Look through the entries below and return all lines including the word "Cárdenas".

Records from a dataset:
• • • •

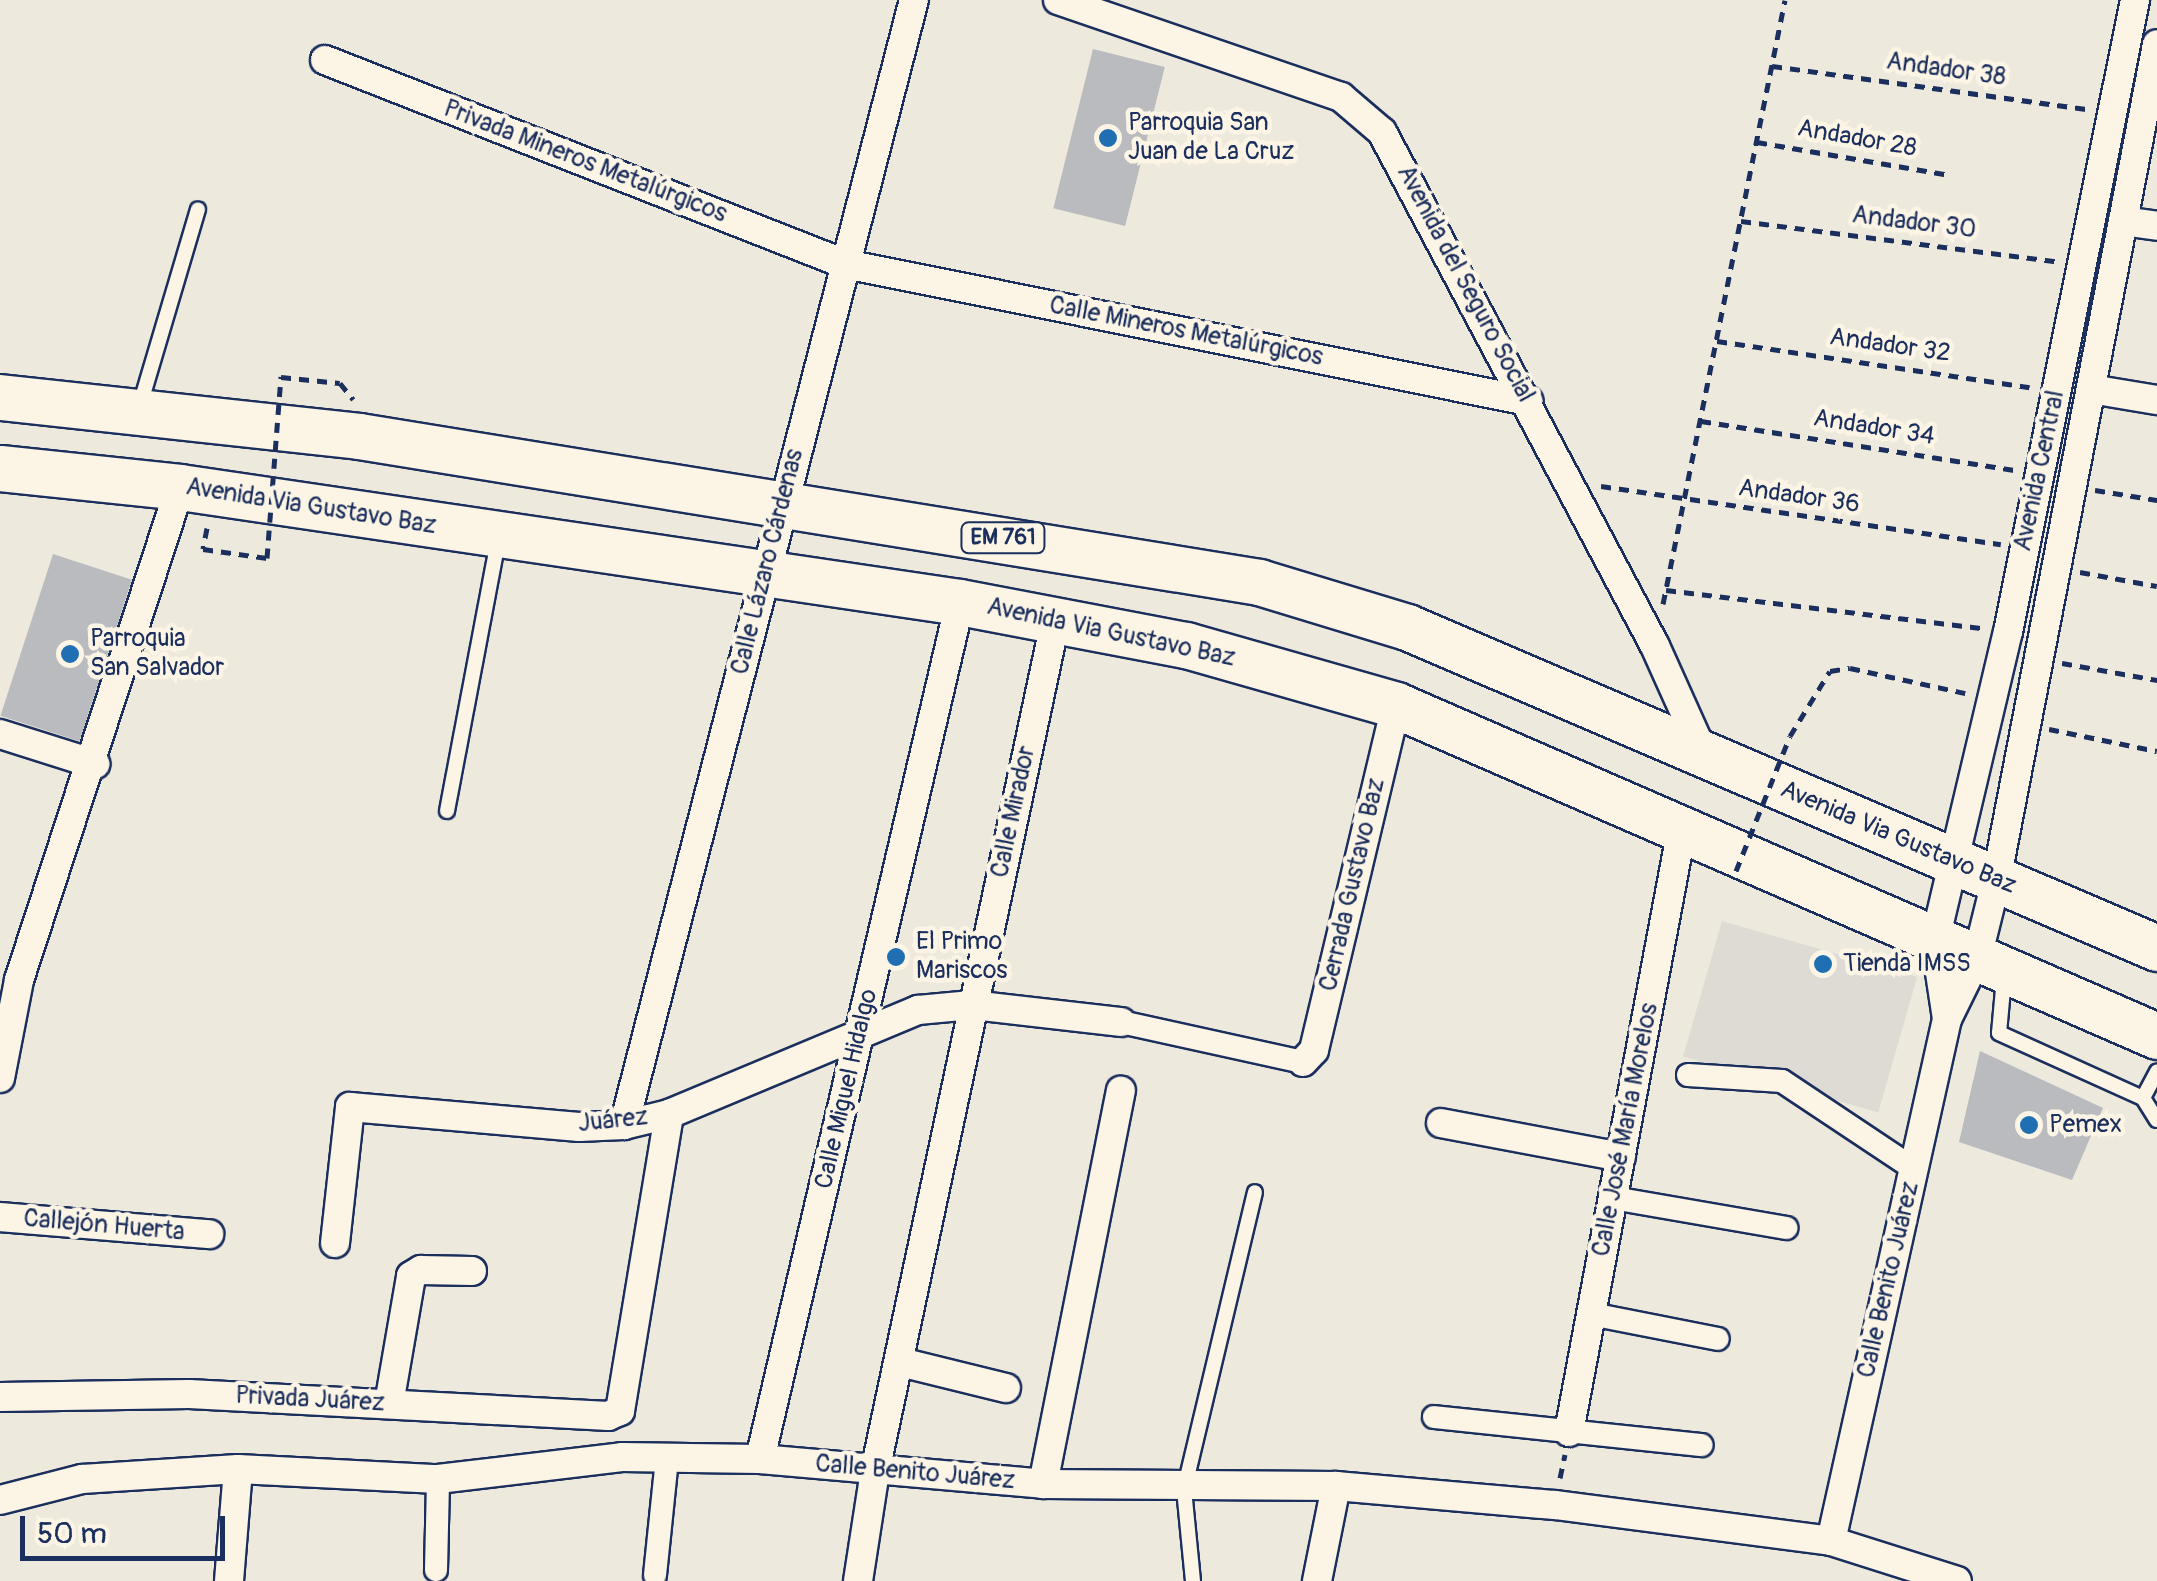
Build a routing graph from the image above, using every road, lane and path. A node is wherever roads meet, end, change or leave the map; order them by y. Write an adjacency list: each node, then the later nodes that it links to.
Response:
1 (914, 0): 15 (street, Calle Lázaro Cárdenas)
2 (1058, 0): 23 (street, Avenida del Seguro Social)
3 (1785, 0): 7 (path)
4 (2134, 0): 8 (street, Avenida Central)
5 (2157, 44): 12 (street, Avenida Central)
6 (325, 60): 15 (street, Privada Mineros Metalúrgicos)
7 (1772, 66): 8 (path, Andador 38); 9 (path)
8 (2115, 113): 16 (street, Avenida Central)
9 (1757, 142): 10 (path, Andador 28); 13 (path)
10 (1951, 175)
11 (198, 208): 24 (lane)
12 (2123, 221): 14 (street); 19 (street, Avenida Central)
13 (1741, 222): 16 (path, Andador 30); 17 (path)
14 (2157, 226)
15 (845, 264): 23 (street, Calle Mineros Metalúrgicos); 33 (street, Calle Lázaro Cárdenas)
16 (2082, 264): 20 (street, Avenida Central)
17 (1717, 342): 20 (path, Andador 32); 25 (path)
18 (340, 382): 36 (path, bridge)
19 (2091, 389): 22 (street); 29 (street, Avenida Central)
20 (2057, 391): 27 (street, Avenida Central)
21 (0, 397): 24 (main road, Avenida Via Gustavo Baz / EM 761)
22 (2157, 400)
23 (1528, 401): 28 (street, Avenida del Seguro Social)
24 (138, 411): 33 (main road, Avenida Via Gustavo Baz / EM 761)
25 (1701, 421): 27 (path, Andador 34); 32 (path)
26 (0, 468): 30 (main road, Avenida Via Gustavo Baz)
27 (2040, 475): 35 (street, Avenida Central)
28 (1569, 480): 32 (path, Andador 36); 44 (street, Avenida del Seguro Social)
29 (2073, 486): 31 (path); 37 (street, Avenida Central)
30 (180, 487): 34 (main road, Avenida Via Gustavo Baz); 53 (street)
31 (2157, 500)
32 (1684, 502): 35 (path, Andador 36); 40 (path)
33 (783, 504): 38 (street, Calle Lázaro Cárdenas); 52 (main road, Avenida Via Gustavo Baz / EM 761)
34 (499, 536): 38 (main road, Avenida Via Gustavo Baz); 54 (lane)
35 (2024, 547): 43 (street, Avenida Central)
36 (203, 550)
37 (2057, 568): 39 (path); 45 (street, Avenida Central)
38 (764, 577): 41 (main road, Avenida Via Gustavo Baz); 76 (street, Calle Lázaro Cárdenas)
39 (2157, 586)
40 (1666, 590): 43 (path); 44 (path)
41 (960, 602): 42 (main road, Avenida Via Gustavo Baz); 65 (street, Calle Miguel Hidalgo)
42 (1056, 618): 48 (main road, Avenida Via Gustavo Baz); 61 (street, Calle Mirador)
43 (2008, 632): 47 (street, Avenida Central)
44 (1655, 646): 52 (street, Avenida del Seguro Social)
45 (2040, 660): 46 (path); 49 (street, Avenida Central)
46 (2157, 680)
47 (1992, 699): 56 (path, bridge); 57 (street, Avenida Central)
48 (1396, 704): 55 (main road, Avenida Via Gustavo Baz); 67 (street, Cerrada Gustavo Baz)
49 (2027, 724): 51 (path); 57 (street, Avenida Central)
50 (0, 734): 53 (street)
51 (2157, 751)
52 (1703, 753): 57 (main road, Avenida Via Gustavo Baz / EM 761)
53 (94, 764): 64 (street)
54 (447, 811)
55 (1682, 828): 56 (main road, Avenida Via Gustavo Baz); 77 (street, Calle José María Morelos)
56 (1748, 867): 58 (main road, Avenida Via Gustavo Baz)
57 (1976, 873): 58 (street, Avenida Central); 59 (main road, Avenida Via Gustavo Baz); 60 (street, Avenida Central)
58 (1936, 940): 60 (main road, Avenida Via Gustavo Baz); 62 (street, Calle Benito Juárez)
59 (2157, 948)
60 (1991, 964): 62 (street, Calle Benito Juárez); 66 (main road, Avenida Via Gustavo Baz); 72 (lane)
61 (972, 1005): 63 (street, Juárez); 65 (street, Juárez); 88 (street, Calle Mirador)
62 (1947, 1019): 78 (street, Calle Benito Juárez)
63 (1120, 1022): 67 (street)
64 (3, 1034): 70 (street)
65 (860, 1034): 73 (street, Juárez); 96 (street, Calle Miguel Hidalgo)
66 (2157, 1036)
67 (1304, 1062)
68 (2157, 1072): 72 (lane)
69 (1688, 1075): 78 (street)
70 (0, 1078)
71 (1121, 1091): 100 (street)
72 (2142, 1098): 74 (lane)
73 (670, 1114): 76 (street, Juárez); 91 (street, Privada Juárez)
74 (2157, 1120)
75 (1441, 1122): 77 (street)
76 (624, 1124): 84 (street, Juárez)
77 (1621, 1157): 80 (street, Calle José María Morelos)
78 (1914, 1168): 104 (street, Calle Benito Juárez)
79 (1255, 1192): 102 (lane)
80 (1613, 1198): 82 (street); 86 (street, Calle José María Morelos)
81 (0, 1218): 83 (street, Callejón Huerta)
82 (1786, 1228)
83 (208, 1234)
84 (335, 1243)
85 (472, 1271): 91 (street)
86 (1591, 1314): 87 (street); 93 (street, Calle José María Morelos)
87 (1718, 1339)
88 (900, 1362): 89 (street); 98 (street, Calle Mirador)
89 (1006, 1388)
90 (0, 1398): 91 (street, Privada Juárez)
91 (389, 1404)
92 (1434, 1417): 93 (street)
93 (1569, 1432): 94 (street)
94 (1702, 1445)
95 (667, 1458): 96 (street, Calle Benito Juárez); 99 (street, Calle Benito Juárez); 106 (street)
96 (760, 1459): 98 (street, Calle Benito Juárez)
97 (238, 1469): 99 (street, Calle Benito Juárez); 103 (street, Calle Benito Juárez); 107 (street)
98 (874, 1471): 100 (street, Calle Benito Juárez); 108 (street, Calle Mirador)
99 (438, 1479): 105 (street)
100 (1044, 1484): 102 (street, Calle Benito Juárez)
101 (1336, 1486): 102 (street, Calle Benito Juárez); 104 (street, Calle Benito Juárez); 110 (street)
102 (1184, 1490): 109 (lane)
103 (0, 1500)
104 (1831, 1542): 111 (street, Calle Benito Juárez)
105 (436, 1570)
106 (655, 1575)
107 (229, 1581)
108 (858, 1581)
109 (1193, 1581)
110 (1317, 1581)
111 (1958, 1581)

• • • •

[WRITTEN RESPONSE]
1 (914, 0): 15 (street, Calle Lázaro Cárdenas)
15 (845, 264): 23 (street, Calle Mineros Metalúrgicos); 33 (street, Calle Lázaro Cárdenas)
33 (783, 504): 38 (street, Calle Lázaro Cárdenas); 52 (main road, Avenida Via Gustavo Baz / EM 761)
38 (764, 577): 41 (main road, Avenida Via Gustavo Baz); 76 (street, Calle Lázaro Cárdenas)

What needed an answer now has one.